If your sketch never runs for very long (25 days) then your millis time code won't bug which is fine.

But if you want to get in the habit of timed code that can run for months, always use unsigned variables.
In your case, unsigned long instead of long.

If/when you use micros() instead of millis(), unsigned long micros is good for 70-some minute intervals where using long variables will give you bugs in half that time.

Another good Arduino habit is to use byte variables instead of int variables for small numbers like for pins.
An Uno has 2048 bytes of RAM for -everything- and int uses 2 bytes.

These are little things that can give you problems later, this reply is just a little head's up, okay?

Even better for pin numbers: define them as const byte - and it doesn't even take up any RAM. It also will make the compiler complain in case you accidentally try to assign a new value to a pin number, which of course should never change during runtime.

Thanks alot! I will definitely implement all that in my code now that I know.

The project is a bedlight that I want to run for some time after all.

wvmarle:
Even better for pin numbers: define them as const byte - and it doesn't even take up any RAM. It also will make the compiler complain in case you accidentally try to assign a new value to a pin number, which of course should never change during runtime.

Const byte is better for pin numbers but last I recall they still get copied to RAM if you don't specify PROGMEM.

Interesting. I think it depends on how the variable is used.

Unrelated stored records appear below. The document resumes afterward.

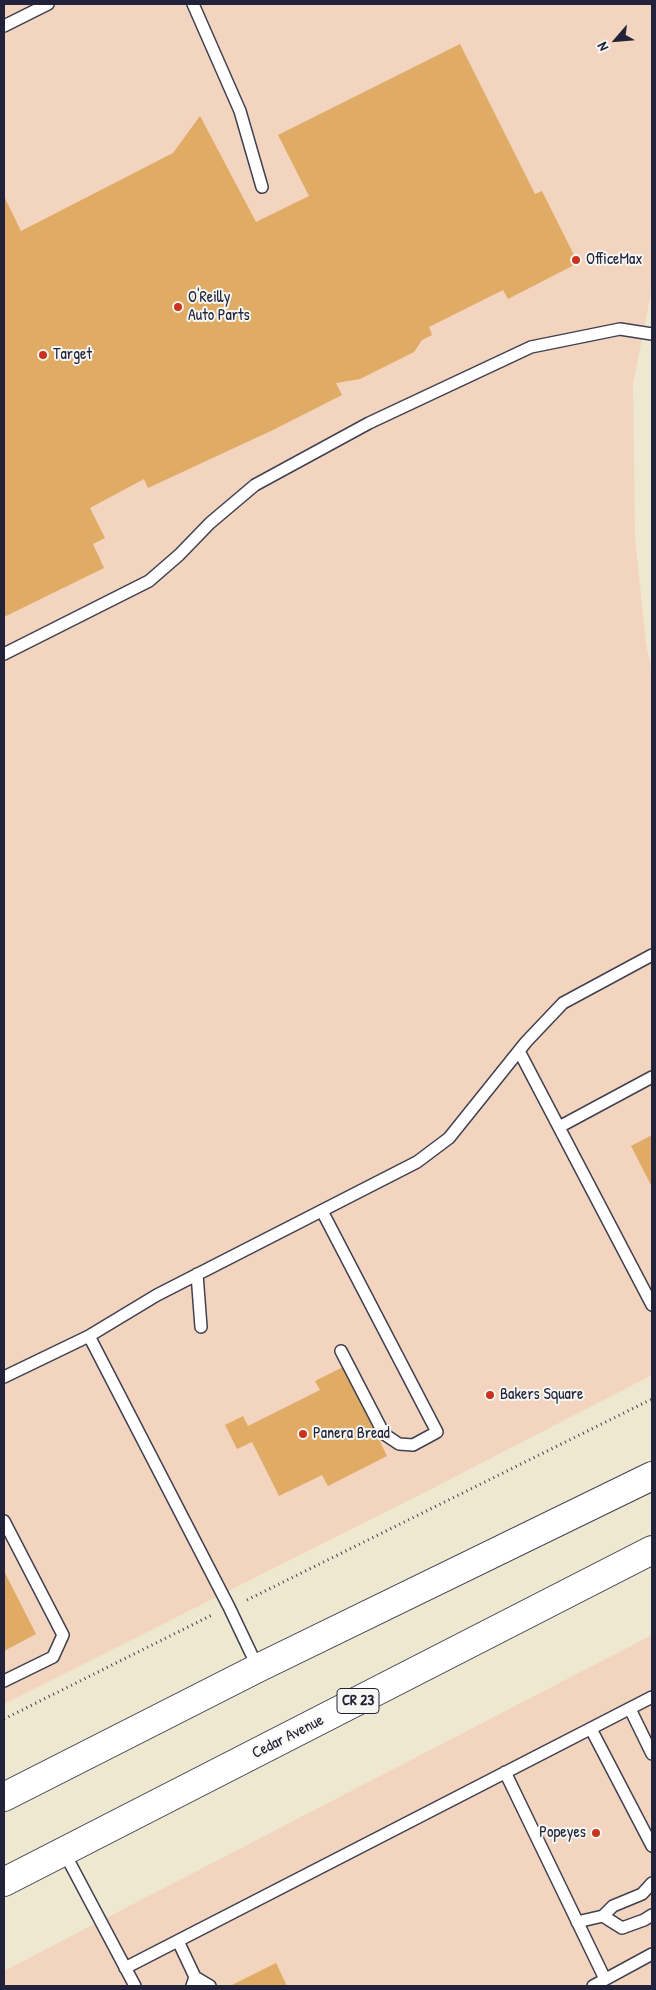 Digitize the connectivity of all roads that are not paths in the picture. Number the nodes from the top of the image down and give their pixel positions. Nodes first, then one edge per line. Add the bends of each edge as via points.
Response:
1 (48, 4) edge
2 (193, 4) edge
3 (4, 26) edge
4 (262, 187) dead end
5 (652, 334) edge
6 (4, 654) edge
7 (652, 955) edge
8 (519, 1051) junction
9 (652, 1077) edge
10 (559, 1127) junction
11 (322, 1211) junction
12 (197, 1274) junction
13 (652, 1305) edge
14 (201, 1327) dead end
15 (89, 1336) junction
16 (341, 1352) dead end
17 (4, 1377) edge
18 (652, 1476) edge
19 (4, 1521) edge
20 (652, 1550) edge
21 (258, 1668) junction
22 (4, 1682) edge
23 (652, 1697) edge
24 (630, 1709) junction
25 (591, 1729) junction
26 (652, 1754) edge
27 (505, 1772) junction
28 (4, 1797) edge
29 (652, 1846) edge
30 (64, 1852) junction
31 (4, 1882) edge
32 (652, 1883) edge
33 (652, 1915) edge
34 (603, 1916) junction
35 (577, 1922) junction
36 (178, 1941) junction
37 (652, 1954) edge
38 (125, 1968) junction
39 (605, 1979) junction
40 (193, 1981) edge
41 (135, 1986) edge
42 (210, 1986) edge
43 (593, 1986) edge

1 - 3 lane
2 - 4 lane via 240,111
5 - 6 lane via 620,329 532,347 369,423 255,485 149,581
7 - 8 lane via 563,1003
8 - 10 lane
8 - 11 lane via 449,1138 417,1162
9 - 10 lane
10 - 13 lane
11 - 12 lane
11 - 16 lane via 437,1432 413,1445 399,1444 384,1434
12 - 14 lane
12 - 15 lane
15 - 17 lane
15 - 21 lane
18 - 21 main road
19 - 22 lane via 63,1635 53,1657
20 - 30 main road, Cedar Avenue / CR 23
21 - 28 main road
23 - 24 lane
24 - 25 lane
24 - 26 lane
25 - 27 lane
25 - 29 lane
27 - 35 lane
27 - 36 lane
30 - 31 main road, Cedar Avenue / CR 23
30 - 38 lane
32 - 34 lane via 642,1894 613,1906
33 - 34 lane via 622,1928
34 - 35 lane
35 - 39 lane
36 - 38 lane
36 - 40 lane
37 - 39 lane
38 - 41 lane
39 - 43 lane
40 - 42 lane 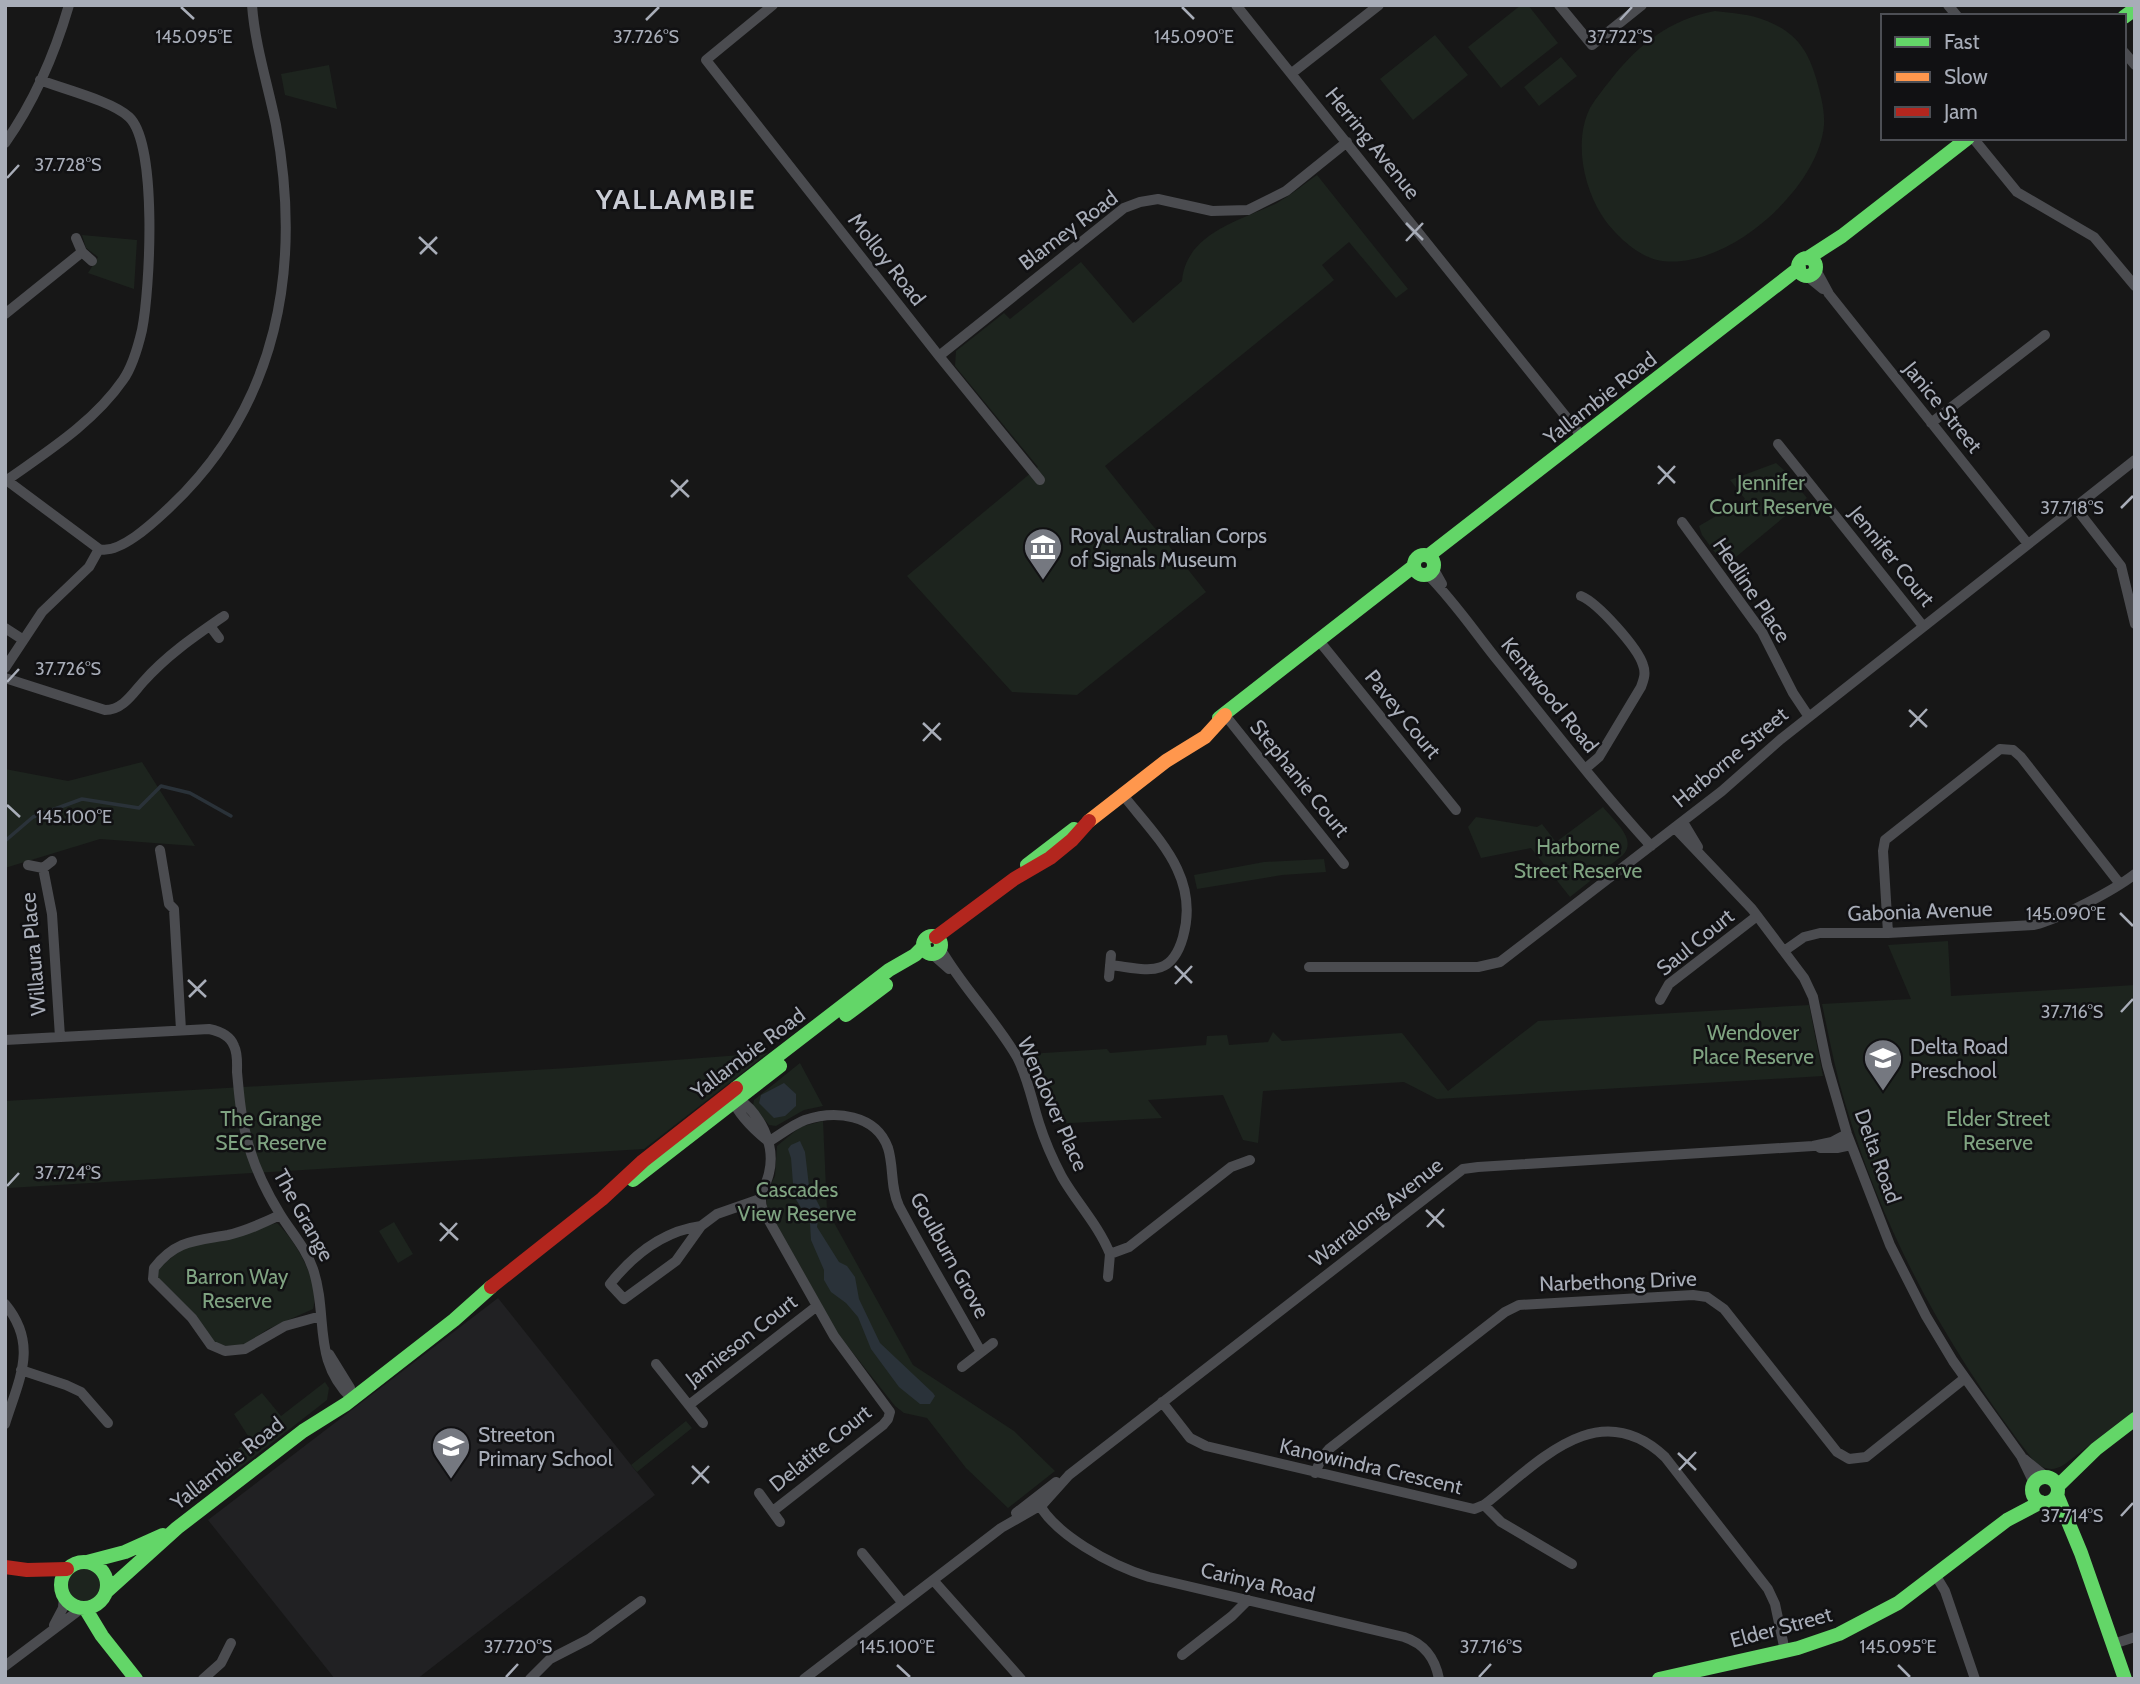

This compiles to exactly the same size no matter which of three methods of defining the pin is used:

#define LEDPIN 13
//const byte LEDPIN = 13;
//byte LEDPIN = 13;

void setup() {
  pinMode(LEDPIN, OUTPUT);
}

void loop() {
  digitalWrite(LEDPIN, HIGH);         // turn the LED on (HIGH is the voltage level)
  delay(1000);                        // wait for a second
  digitalWrite(LEDPIN, LOW);          // turn the LED off by making the voltage LOW
  delay(1000);                        // wait for a second
}

As the #define definitely does not take up any RAM, I conclude that the other two (the const byte and the byte declaration) also don’t, in this case likely thanks to compiler optimisations.